Start of Records to use

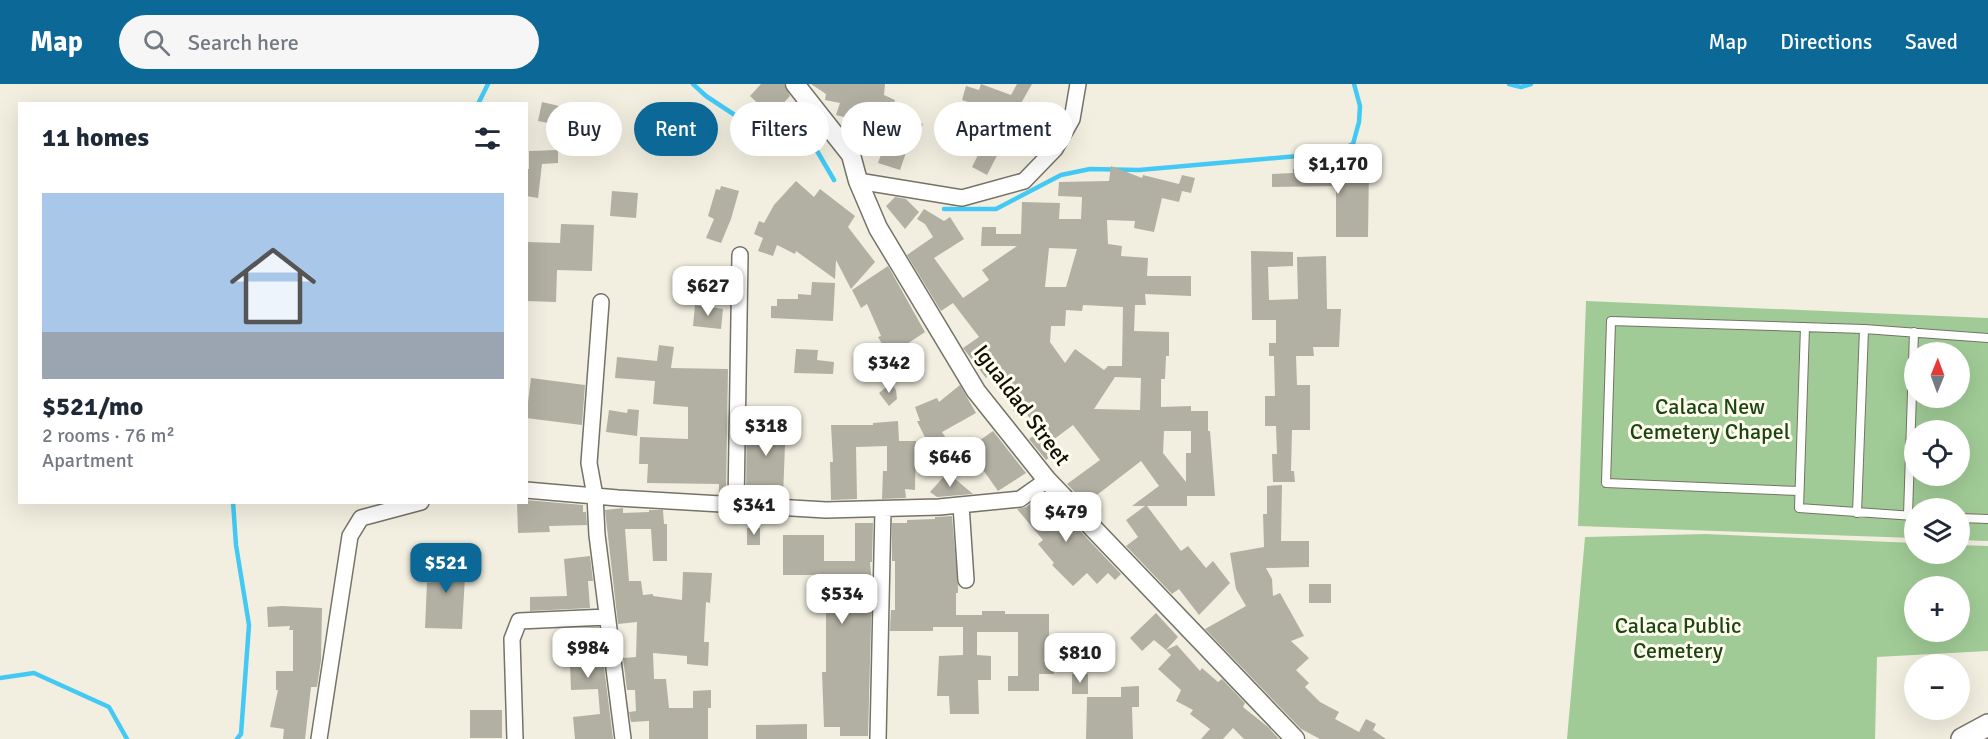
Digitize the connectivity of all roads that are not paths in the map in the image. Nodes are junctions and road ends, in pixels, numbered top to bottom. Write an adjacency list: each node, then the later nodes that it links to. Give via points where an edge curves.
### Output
1 (795, 84): 3 (street, Igualdad Street, via 851,155)
2 (1078, 84): 3 (street, via 1072,119 1055,149 1024,181 962,198)
3 (858, 181): 10 (street, Igualdad Street, via 878,228 976,391)
4 (740, 255): 16 (street)
5 (601, 302): 13 (street, via 589,463)
6 (1805, 327): 7 (lane); 12 (lane); 12 (lane, via 1611,321 1606,483)
7 (1864, 328): 8 (lane); 19 (lane)
8 (1914, 333): 9 (lane); 14 (lane)
9 (1988, 338)
10 (1047, 480): 17 (street, via 1020,499); 30 (street, Igualdad Street)
11 (528, 490): 13 (street)
12 (1799, 491): 19 (lane, via 1799,508)
13 (595, 496): 16 (street); 24 (street)
14 (1911, 498)
15 (414, 504): 26 (street, via 361,518 350,536)
16 (736, 504): 18 (street)
17 (961, 505): 18 (street); 23 (street)
18 (883, 509): 29 (street)
19 (1857, 513): 20 (lane)
20 (1904, 516)
21 (1970, 518): 22 (lane)
22 (1988, 519)
23 (966, 580)
24 (607, 617): 27 (street, via 519,621 512,639); 28 (street)
25 (1988, 725): 31 (main road)
26 (319, 739)
27 (515, 739)
28 (623, 739)
29 (878, 739)
30 (1295, 739)
31 (1962, 739)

End of Records to use

_Problem requirements_.
The copy you write must hold every record verbatim and none of the pictures.

_Written answer_.
Digitize the connectivity of all roads that are not paths in the map in the image. Nodes are junctions and road ends, in pixels, numbered top to bottom. Write an adjacency list: each node, then the later nodes that it links to. Give via points where an edge curves.
### Output
1 (795, 84): 3 (street, Igualdad Street, via 851,155)
2 (1078, 84): 3 (street, via 1072,119 1055,149 1024,181 962,198)
3 (858, 181): 10 (street, Igualdad Street, via 878,228 976,391)
4 (740, 255): 16 (street)
5 (601, 302): 13 (street, via 589,463)
6 (1805, 327): 7 (lane); 12 (lane); 12 (lane, via 1611,321 1606,483)
7 (1864, 328): 8 (lane); 19 (lane)
8 (1914, 333): 9 (lane); 14 (lane)
9 (1988, 338)
10 (1047, 480): 17 (street, via 1020,499); 30 (street, Igualdad Street)
11 (528, 490): 13 (street)
12 (1799, 491): 19 (lane, via 1799,508)
13 (595, 496): 16 (street); 24 (street)
14 (1911, 498)
15 (414, 504): 26 (street, via 361,518 350,536)
16 (736, 504): 18 (street)
17 (961, 505): 18 (street); 23 (street)
18 (883, 509): 29 (street)
19 (1857, 513): 20 (lane)
20 (1904, 516)
21 (1970, 518): 22 (lane)
22 (1988, 519)
23 (966, 580)
24 (607, 617): 27 (street, via 519,621 512,639); 28 (street)
25 (1988, 725): 31 (main road)
26 (319, 739)
27 (515, 739)
28 (623, 739)
29 (878, 739)
30 (1295, 739)
31 (1962, 739)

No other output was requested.